■ **Task statement**
Verbatim copy without images: return all of the data as it stands.

[Records from a collection]
————
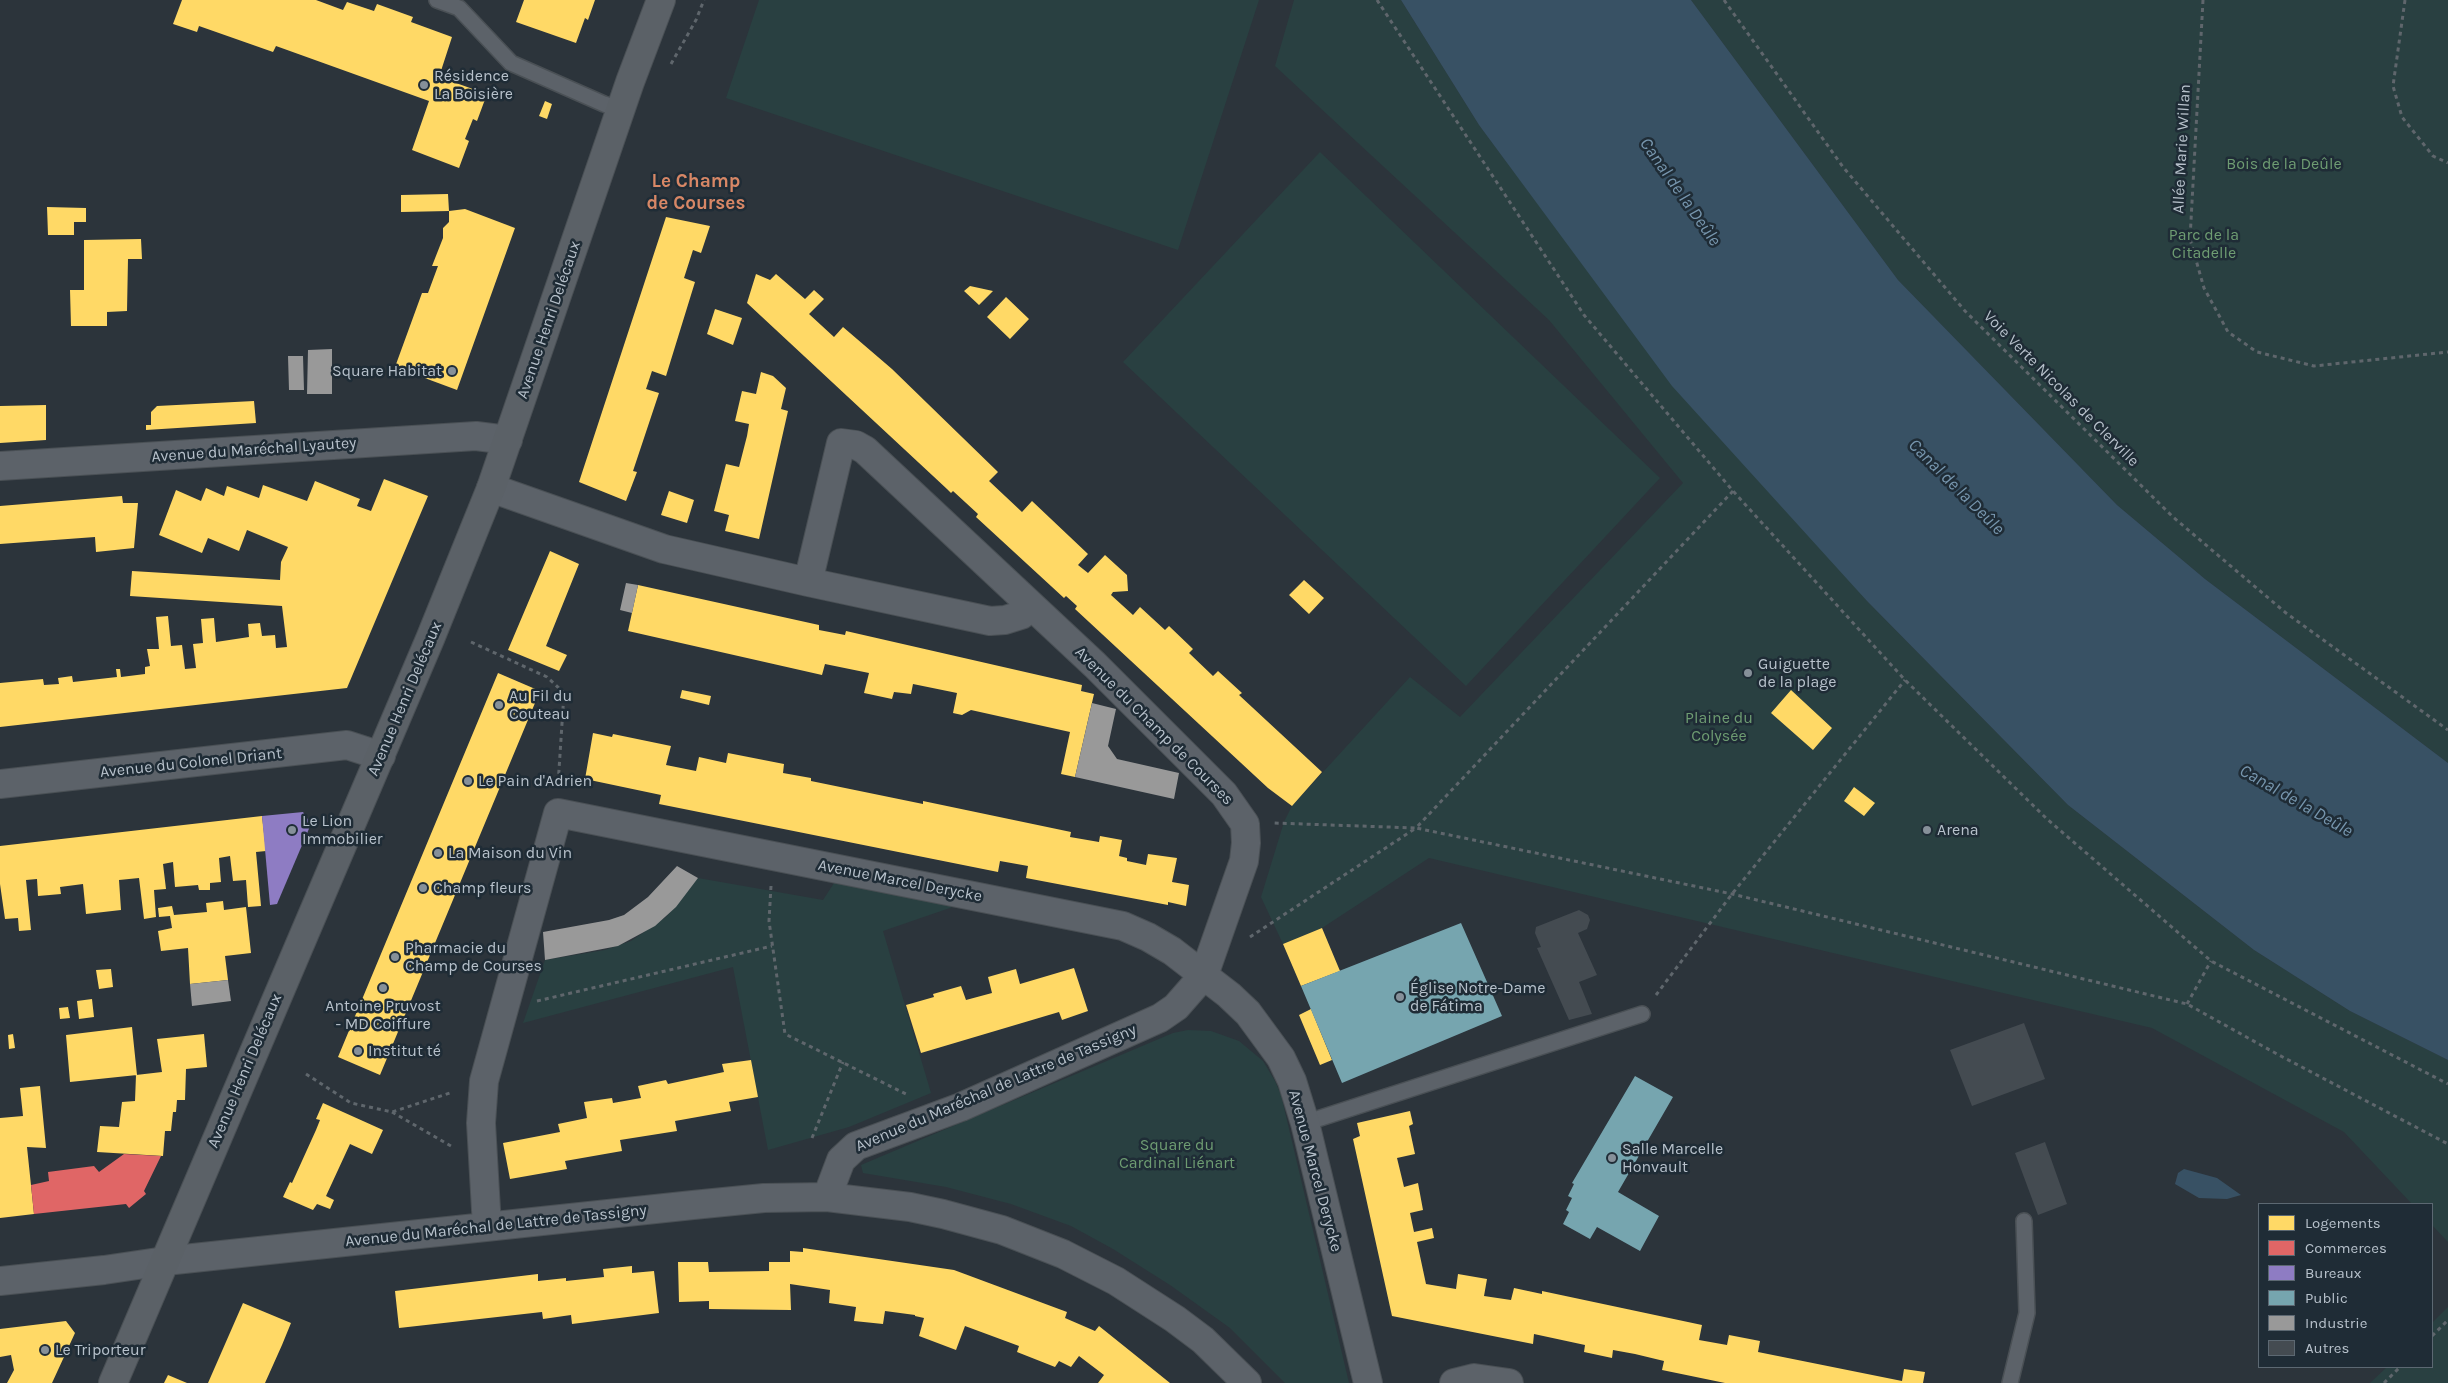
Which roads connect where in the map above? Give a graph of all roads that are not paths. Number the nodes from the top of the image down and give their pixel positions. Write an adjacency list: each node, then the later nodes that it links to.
1 (437, 0): 3 (lane)
2 (660, 0): 3 (street, Avenue Henri Delécaux)
3 (620, 108): 4 (street, Avenue Henri Delécaux)
4 (508, 440): 5 (street, Avenue du Maréchal Lyautey); 6 (street, Avenue Henri Delécaux)
5 (0, 466)
6 (491, 488): 7 (street); 9 (street, Avenue Henri Delécaux)
7 (808, 582): 8 (street); 8 (street, Avenue du Champ de Courses)
8 (1032, 606): 11 (street, Avenue du Champ de Courses)
9 (381, 756): 10 (street, Avenue du Colonel Driant); 17 (street, Avenue Henri Delécaux)
10 (0, 784)
11 (1204, 975): 13 (street, Avenue Marcel Derycke); 14 (street, Avenue du Maréchal de Lattre de Tassigny); 16 (street, Avenue Marcel Derycke)
12 (1642, 1014): 13 (lane)
13 (1305, 1124): 21 (street, Avenue Marcel Derycke)
14 (827, 1197): 16 (street, Avenue du Maréchal de Lattre de Tassigny); 20 (street, Avenue du Maréchal de Lattre de Tassigny)
15 (2024, 1221): 24 (lane)
16 (486, 1227): 17 (street, Avenue du Maréchal de Lattre de Tassigny)
17 (165, 1261): 18 (street, Avenue du Maréchal de Lattre de Tassigny); 19 (street, Avenue Henri Delécaux)
18 (0, 1281)
19 (113, 1383)
20 (1247, 1383)
21 (1368, 1383)
22 (1454, 1383): 23 (street)
23 (1508, 1383)
24 (2010, 1383)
————
■ **Expected answer**
Which roads connect where in the map above? Give a graph of all roads that are not paths. Number the nodes from the top of the image down and give their pixel positions. Write an adjacency list: each node, then the later nodes that it links to.
1 (437, 0): 3 (lane)
2 (660, 0): 3 (street, Avenue Henri Delécaux)
3 (620, 108): 4 (street, Avenue Henri Delécaux)
4 (508, 440): 5 (street, Avenue du Maréchal Lyautey); 6 (street, Avenue Henri Delécaux)
5 (0, 466)
6 (491, 488): 7 (street); 9 (street, Avenue Henri Delécaux)
7 (808, 582): 8 (street); 8 (street, Avenue du Champ de Courses)
8 (1032, 606): 11 (street, Avenue du Champ de Courses)
9 (381, 756): 10 (street, Avenue du Colonel Driant); 17 (street, Avenue Henri Delécaux)
10 (0, 784)
11 (1204, 975): 13 (street, Avenue Marcel Derycke); 14 (street, Avenue du Maréchal de Lattre de Tassigny); 16 (street, Avenue Marcel Derycke)
12 (1642, 1014): 13 (lane)
13 (1305, 1124): 21 (street, Avenue Marcel Derycke)
14 (827, 1197): 16 (street, Avenue du Maréchal de Lattre de Tassigny); 20 (street, Avenue du Maréchal de Lattre de Tassigny)
15 (2024, 1221): 24 (lane)
16 (486, 1227): 17 (street, Avenue du Maréchal de Lattre de Tassigny)
17 (165, 1261): 18 (street, Avenue du Maréchal de Lattre de Tassigny); 19 (street, Avenue Henri Delécaux)
18 (0, 1281)
19 (113, 1383)
20 (1247, 1383)
21 (1368, 1383)
22 (1454, 1383): 23 (street)
23 (1508, 1383)
24 (2010, 1383)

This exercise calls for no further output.